[Opening Material supplied section]

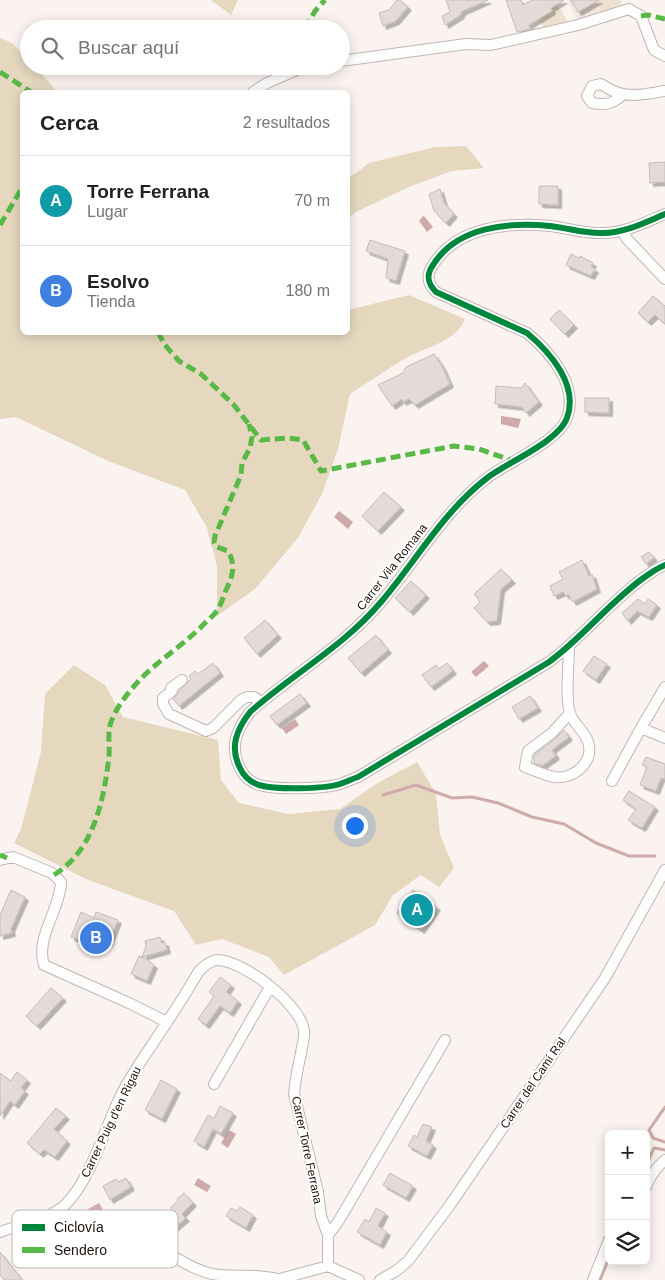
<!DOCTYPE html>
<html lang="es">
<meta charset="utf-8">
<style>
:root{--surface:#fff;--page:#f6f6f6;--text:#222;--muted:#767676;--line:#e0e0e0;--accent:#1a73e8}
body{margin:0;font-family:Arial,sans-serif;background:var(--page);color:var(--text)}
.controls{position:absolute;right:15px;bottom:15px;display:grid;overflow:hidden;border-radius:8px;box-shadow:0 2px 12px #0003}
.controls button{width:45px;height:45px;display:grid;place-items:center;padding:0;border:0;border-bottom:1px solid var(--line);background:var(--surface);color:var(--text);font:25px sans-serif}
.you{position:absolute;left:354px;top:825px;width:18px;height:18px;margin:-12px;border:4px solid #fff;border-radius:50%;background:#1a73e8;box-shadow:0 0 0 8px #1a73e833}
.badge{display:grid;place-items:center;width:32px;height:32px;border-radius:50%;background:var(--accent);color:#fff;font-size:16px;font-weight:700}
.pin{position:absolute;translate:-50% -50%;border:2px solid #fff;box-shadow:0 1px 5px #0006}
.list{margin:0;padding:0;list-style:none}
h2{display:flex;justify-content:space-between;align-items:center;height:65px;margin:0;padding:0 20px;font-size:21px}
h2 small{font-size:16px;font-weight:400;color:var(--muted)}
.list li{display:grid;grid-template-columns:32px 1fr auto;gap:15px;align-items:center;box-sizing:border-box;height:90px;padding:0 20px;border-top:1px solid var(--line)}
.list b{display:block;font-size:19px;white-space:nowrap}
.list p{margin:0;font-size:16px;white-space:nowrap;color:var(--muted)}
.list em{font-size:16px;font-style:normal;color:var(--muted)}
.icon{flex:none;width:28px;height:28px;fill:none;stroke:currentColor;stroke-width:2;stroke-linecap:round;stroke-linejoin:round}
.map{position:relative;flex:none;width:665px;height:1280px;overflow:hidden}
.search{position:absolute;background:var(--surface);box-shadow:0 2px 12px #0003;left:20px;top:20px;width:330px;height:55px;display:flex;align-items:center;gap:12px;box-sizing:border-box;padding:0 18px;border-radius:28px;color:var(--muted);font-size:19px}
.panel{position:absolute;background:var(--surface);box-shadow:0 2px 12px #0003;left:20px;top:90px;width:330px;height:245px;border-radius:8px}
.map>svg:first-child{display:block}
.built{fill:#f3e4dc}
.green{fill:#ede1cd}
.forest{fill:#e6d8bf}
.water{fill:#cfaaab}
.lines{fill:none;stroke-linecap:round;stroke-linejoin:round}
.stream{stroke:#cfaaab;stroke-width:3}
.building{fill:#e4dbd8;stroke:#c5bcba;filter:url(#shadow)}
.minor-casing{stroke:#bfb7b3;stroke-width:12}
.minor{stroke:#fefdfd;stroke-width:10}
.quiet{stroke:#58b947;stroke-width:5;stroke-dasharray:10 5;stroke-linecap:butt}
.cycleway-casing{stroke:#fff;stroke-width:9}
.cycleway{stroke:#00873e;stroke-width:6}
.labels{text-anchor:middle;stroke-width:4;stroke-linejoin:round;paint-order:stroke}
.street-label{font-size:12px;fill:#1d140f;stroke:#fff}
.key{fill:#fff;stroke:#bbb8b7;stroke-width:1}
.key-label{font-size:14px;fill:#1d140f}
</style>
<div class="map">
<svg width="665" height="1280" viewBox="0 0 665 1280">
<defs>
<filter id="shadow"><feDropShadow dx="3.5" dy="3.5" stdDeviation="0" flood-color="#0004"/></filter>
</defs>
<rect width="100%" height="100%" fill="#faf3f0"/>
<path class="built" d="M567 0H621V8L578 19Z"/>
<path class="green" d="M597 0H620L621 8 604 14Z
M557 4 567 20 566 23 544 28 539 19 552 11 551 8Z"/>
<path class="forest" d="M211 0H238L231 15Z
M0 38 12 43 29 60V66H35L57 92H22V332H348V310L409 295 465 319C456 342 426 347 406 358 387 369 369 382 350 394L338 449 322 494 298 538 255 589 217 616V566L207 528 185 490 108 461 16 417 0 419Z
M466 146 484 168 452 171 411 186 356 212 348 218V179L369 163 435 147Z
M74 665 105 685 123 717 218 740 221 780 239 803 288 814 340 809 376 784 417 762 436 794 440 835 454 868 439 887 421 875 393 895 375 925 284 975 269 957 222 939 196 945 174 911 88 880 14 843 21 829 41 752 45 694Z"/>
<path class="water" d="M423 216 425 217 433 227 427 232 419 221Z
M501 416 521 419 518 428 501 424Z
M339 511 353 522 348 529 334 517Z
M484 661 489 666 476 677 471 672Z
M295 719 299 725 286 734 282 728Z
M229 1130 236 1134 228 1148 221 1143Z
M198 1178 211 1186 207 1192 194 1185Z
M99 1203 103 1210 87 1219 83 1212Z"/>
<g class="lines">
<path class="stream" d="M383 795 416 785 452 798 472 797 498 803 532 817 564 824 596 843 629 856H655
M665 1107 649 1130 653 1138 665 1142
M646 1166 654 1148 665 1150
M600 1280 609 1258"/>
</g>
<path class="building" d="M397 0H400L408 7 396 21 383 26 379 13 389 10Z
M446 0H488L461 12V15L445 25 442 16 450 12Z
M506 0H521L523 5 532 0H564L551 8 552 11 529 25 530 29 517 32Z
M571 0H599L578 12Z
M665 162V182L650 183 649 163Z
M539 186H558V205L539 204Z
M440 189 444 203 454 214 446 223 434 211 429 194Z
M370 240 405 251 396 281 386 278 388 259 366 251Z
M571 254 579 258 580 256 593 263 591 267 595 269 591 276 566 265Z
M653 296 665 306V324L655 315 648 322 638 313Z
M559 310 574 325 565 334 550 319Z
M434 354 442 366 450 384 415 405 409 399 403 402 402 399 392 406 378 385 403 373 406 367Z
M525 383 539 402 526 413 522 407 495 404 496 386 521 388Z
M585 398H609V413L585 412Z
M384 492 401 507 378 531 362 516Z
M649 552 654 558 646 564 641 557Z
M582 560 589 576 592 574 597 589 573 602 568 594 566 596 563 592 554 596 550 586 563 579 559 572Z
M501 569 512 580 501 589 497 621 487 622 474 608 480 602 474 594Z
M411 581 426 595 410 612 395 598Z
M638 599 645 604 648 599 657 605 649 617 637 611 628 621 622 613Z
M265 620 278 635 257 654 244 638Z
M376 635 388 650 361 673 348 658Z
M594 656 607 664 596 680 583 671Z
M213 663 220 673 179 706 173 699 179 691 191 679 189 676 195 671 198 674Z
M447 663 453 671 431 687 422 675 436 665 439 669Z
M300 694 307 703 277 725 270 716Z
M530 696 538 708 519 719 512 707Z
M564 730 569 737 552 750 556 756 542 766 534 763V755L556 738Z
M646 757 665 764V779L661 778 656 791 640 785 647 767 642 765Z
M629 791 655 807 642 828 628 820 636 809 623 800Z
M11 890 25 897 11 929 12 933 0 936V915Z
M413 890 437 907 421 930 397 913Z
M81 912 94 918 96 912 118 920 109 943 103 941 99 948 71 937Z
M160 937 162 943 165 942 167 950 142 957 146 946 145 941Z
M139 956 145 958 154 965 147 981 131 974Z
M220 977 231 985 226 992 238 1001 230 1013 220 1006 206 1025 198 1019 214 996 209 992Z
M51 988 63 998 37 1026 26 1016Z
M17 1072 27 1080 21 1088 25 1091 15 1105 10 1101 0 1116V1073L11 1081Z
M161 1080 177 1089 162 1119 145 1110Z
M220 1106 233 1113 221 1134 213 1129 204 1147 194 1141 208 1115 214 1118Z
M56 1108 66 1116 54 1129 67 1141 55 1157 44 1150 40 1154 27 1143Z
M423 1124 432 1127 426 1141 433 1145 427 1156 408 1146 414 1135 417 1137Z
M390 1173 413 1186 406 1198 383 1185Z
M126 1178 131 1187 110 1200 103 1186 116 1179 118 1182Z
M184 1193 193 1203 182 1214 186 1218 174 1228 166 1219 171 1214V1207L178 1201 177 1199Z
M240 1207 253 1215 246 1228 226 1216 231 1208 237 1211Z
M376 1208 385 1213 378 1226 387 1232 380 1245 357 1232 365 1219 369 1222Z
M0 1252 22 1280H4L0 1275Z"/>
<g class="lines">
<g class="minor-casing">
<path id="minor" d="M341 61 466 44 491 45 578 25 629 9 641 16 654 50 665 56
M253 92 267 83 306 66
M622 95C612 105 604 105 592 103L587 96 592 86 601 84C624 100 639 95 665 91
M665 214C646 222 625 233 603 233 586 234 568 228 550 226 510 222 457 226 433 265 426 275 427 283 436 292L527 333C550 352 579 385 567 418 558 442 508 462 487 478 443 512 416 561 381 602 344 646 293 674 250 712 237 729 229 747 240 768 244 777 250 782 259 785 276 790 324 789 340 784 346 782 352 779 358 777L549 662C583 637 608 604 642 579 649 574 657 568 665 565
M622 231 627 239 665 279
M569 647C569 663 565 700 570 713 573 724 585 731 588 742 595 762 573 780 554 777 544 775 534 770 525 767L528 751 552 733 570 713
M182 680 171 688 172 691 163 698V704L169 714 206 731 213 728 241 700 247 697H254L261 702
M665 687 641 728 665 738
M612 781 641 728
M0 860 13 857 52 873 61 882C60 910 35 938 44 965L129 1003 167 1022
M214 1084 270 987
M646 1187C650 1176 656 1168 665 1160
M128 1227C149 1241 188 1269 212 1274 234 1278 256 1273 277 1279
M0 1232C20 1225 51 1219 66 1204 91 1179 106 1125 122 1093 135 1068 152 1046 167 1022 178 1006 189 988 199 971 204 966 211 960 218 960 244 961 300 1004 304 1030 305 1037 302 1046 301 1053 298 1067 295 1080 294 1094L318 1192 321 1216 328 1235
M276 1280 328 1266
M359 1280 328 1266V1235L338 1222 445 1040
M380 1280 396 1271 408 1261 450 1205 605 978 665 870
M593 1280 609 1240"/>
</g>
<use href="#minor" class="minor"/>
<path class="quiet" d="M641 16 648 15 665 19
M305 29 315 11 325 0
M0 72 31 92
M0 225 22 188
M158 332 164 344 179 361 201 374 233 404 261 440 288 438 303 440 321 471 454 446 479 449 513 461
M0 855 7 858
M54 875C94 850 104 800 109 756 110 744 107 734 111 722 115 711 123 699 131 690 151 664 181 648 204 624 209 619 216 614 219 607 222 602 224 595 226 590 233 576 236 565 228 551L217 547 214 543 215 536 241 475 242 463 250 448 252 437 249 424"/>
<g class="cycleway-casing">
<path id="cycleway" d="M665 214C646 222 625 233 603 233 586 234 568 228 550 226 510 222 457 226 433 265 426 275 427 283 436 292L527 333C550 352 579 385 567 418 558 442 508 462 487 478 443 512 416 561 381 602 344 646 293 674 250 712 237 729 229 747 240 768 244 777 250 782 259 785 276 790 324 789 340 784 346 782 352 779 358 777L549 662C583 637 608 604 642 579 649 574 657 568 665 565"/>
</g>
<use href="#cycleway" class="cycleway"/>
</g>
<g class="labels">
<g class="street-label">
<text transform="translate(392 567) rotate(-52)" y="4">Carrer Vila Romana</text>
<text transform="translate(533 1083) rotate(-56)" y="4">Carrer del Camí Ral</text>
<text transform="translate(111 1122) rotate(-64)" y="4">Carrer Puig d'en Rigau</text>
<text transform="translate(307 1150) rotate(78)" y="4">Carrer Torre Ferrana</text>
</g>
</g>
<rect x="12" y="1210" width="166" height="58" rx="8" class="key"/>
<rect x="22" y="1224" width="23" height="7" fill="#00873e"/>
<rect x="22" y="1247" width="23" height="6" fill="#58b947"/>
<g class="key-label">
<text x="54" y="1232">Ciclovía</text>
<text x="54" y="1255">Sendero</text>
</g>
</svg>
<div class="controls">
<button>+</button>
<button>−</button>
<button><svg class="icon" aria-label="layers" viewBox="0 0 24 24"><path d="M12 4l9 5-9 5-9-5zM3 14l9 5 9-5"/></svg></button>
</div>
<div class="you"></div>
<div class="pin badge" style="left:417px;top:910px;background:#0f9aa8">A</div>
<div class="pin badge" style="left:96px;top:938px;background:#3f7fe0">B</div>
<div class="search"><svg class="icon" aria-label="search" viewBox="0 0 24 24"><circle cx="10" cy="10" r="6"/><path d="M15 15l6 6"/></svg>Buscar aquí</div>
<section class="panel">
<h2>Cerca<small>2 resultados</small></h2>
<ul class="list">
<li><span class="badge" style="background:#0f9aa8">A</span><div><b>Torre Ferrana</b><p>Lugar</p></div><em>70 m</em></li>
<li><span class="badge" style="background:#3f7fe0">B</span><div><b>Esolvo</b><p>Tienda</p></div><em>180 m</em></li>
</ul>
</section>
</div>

[Closing Material supplied section]

Aim of the exercise:
Return every line holding the word "place" from the records.

Exercise result:
.controls button{width:45px;height:45px;display:grid;place-items:center;padding:0;border:0;border-bottom:1px solid var(--line);background:var(--surface);color:var(--text);font:25px sans-serif}
.badge{display:grid;place-items:center;width:32px;height:32px;border-radius:50%;background:var(--accent);color:#fff;font-size:16px;font-weight:700}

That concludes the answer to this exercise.